Netherlands voters head to the polls in tight election | Elections News

Knife-edge election set to shake up Dutch politics after Prime Minister Mark Rutte’s record 13-year stint in power.

Voting is under way in the Netherlands in closely contested national elections in which a far-right party is among three serious contenders.

The vote is the climax of a campaign focused on issues including climate change and immigration. A poll published on the eve of Wednesday’s elections showed the conservative People’s Party for Freedom and Democracy (VVD) and anti-Islam figure Geert Wilders’s Freedom Party (PVV) tied for the lead, followed closely by a joing Labour Party and Green Left ticket.

Restricting immigration – the issue that triggered the collapse of Prime Minister Mark Rutte’s government – has been a key issue in the campaign.

“It’s been enough now. The Netherlands can’t take it anymore. We have to think about our own people first now. Borders closed. Zero asylum seekers,” Wilders said in a television debate.

Geert Wilders
Dutch far-right politician and leader of the PVV party, Geert Wilders votes during the Dutch parliamentary elections, in The Hague [Yves Herman/Reuters]

Voting was taking place in polling stations including the Anne Frank and Van Gogh museums in Amsterdam, clubs, train stations and even a petting zoo.

“For me, this is a bit of a different election because anyone can win. In the end it came down to two candidates. I tossed a coin and chose one,” Vincent Spijker, a 54-year-old quality control manager, told the Agence France-Presse news agency after casting his vote.

The election will bring the Netherlands its first new prime minister in 13 years after Rutte concludes his tenure as the country’s longest-serving leader.

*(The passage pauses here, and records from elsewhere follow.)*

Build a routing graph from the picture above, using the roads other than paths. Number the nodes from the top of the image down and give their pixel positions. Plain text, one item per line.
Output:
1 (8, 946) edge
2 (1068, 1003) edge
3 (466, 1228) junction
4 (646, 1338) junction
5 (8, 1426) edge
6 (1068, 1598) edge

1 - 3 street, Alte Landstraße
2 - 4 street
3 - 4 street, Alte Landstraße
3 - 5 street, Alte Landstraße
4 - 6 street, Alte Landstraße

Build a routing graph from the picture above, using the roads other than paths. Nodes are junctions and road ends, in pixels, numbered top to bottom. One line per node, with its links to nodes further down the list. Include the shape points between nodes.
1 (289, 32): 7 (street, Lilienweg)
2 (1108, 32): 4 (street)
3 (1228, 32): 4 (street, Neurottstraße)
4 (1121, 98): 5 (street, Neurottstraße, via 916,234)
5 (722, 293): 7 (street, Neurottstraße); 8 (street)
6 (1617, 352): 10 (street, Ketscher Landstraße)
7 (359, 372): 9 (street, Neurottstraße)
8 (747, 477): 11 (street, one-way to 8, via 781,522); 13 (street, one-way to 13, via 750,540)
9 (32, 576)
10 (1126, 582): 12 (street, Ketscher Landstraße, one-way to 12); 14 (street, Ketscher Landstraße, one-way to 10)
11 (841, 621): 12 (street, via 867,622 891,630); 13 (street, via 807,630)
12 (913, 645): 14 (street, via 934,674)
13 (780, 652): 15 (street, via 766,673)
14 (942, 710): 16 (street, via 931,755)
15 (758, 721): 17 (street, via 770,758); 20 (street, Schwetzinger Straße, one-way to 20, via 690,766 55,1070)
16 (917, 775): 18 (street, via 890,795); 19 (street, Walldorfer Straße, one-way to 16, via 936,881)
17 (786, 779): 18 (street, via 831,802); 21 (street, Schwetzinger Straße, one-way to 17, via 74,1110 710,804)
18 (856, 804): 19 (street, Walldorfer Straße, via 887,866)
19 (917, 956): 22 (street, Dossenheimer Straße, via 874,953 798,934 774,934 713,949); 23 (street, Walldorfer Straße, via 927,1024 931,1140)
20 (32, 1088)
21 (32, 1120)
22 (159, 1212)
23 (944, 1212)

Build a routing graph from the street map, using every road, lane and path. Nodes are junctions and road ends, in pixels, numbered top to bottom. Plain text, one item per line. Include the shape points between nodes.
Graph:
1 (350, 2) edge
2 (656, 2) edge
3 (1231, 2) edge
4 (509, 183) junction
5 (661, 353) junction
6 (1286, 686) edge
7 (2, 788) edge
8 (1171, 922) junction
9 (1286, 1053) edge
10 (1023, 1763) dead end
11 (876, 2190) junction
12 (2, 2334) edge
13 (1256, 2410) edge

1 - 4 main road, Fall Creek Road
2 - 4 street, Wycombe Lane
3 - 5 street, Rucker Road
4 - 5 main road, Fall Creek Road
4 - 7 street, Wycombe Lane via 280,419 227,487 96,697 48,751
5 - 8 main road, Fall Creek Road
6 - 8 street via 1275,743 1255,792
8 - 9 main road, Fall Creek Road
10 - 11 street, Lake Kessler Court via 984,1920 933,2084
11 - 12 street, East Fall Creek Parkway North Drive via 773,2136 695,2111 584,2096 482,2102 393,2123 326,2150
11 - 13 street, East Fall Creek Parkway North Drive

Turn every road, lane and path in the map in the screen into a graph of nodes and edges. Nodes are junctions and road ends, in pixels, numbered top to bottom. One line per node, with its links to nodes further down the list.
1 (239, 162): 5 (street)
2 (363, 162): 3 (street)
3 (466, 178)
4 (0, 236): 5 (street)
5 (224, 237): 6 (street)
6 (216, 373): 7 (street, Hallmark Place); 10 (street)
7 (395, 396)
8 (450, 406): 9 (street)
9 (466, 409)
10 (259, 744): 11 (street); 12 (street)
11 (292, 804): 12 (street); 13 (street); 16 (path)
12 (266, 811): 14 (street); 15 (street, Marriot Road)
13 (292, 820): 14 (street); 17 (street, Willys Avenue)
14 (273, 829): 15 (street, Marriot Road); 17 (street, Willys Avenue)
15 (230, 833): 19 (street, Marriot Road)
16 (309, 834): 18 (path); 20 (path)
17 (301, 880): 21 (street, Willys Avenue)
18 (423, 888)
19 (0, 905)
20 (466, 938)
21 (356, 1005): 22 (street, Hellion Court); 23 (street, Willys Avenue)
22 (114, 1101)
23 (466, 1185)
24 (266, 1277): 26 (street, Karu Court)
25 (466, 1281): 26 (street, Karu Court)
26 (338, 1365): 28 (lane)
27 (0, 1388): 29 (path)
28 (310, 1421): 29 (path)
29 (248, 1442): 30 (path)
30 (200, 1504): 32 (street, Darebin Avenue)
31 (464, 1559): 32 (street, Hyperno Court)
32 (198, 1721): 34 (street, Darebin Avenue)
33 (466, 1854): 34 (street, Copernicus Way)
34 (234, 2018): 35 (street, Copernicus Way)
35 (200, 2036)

A poll on Tuesday showed Wilders’s party slightly ahead of Rutte’s VVD and a centre-left bloc made up of the Labour Party and Green Left, led by Labour leader Frans Timmermans.

Running to replace Rutte from his VVD is Justice Minister Dilan Yesilgoz, a Turkish immigrant who has embraced a restrictive approach to immigration but sought to differentiate herself from Wilders and is hoping to become the country’s first female prime minister.

“Maybe she can blow a new wind,” 67-year-old Maria Tolman, who voted VVD, told the Reuters news agency.

With the Netherlands a founding member of the European Union, fellow EU leaders will be scrutinising the outcome as parties on the right have suggested they would seek exemptions from the bloc’s rules on agriculture and immigration.

Dilan Yesilgoz
Dutch party leader of VVD, Dilan Yesilgoz casts her vote during the Dutch parliamentary elections in Amsterdam [Piroschka van de Wouw/Reuters]

A self-proclaimed fan of Hungarian Prime Minister Viktor Orban, Wilders is explicitly anti-EU, urging the Netherlands to take back control of its borders, to significantly reduce its payments to the union and block the entrance of any new members.

He has also repeatedly said the Netherlands should stop providing arms to Ukraine, saying it needs the weapons to be able to defend itself. However, none of the parties he could potentially form a government with shares these ideas.

Still, a strong showing for Wilders could potentially lead the Netherlands to a hard-right coalition with a strong anti-immigration line.

“I hope I don’t wake up tomorrow and we have Wilders as a prime minister. That’s a nightmare,” Amsterdam resident Arie van der Neut told Reuters after he cast his ballot for the pro-European, centre-left Volt party.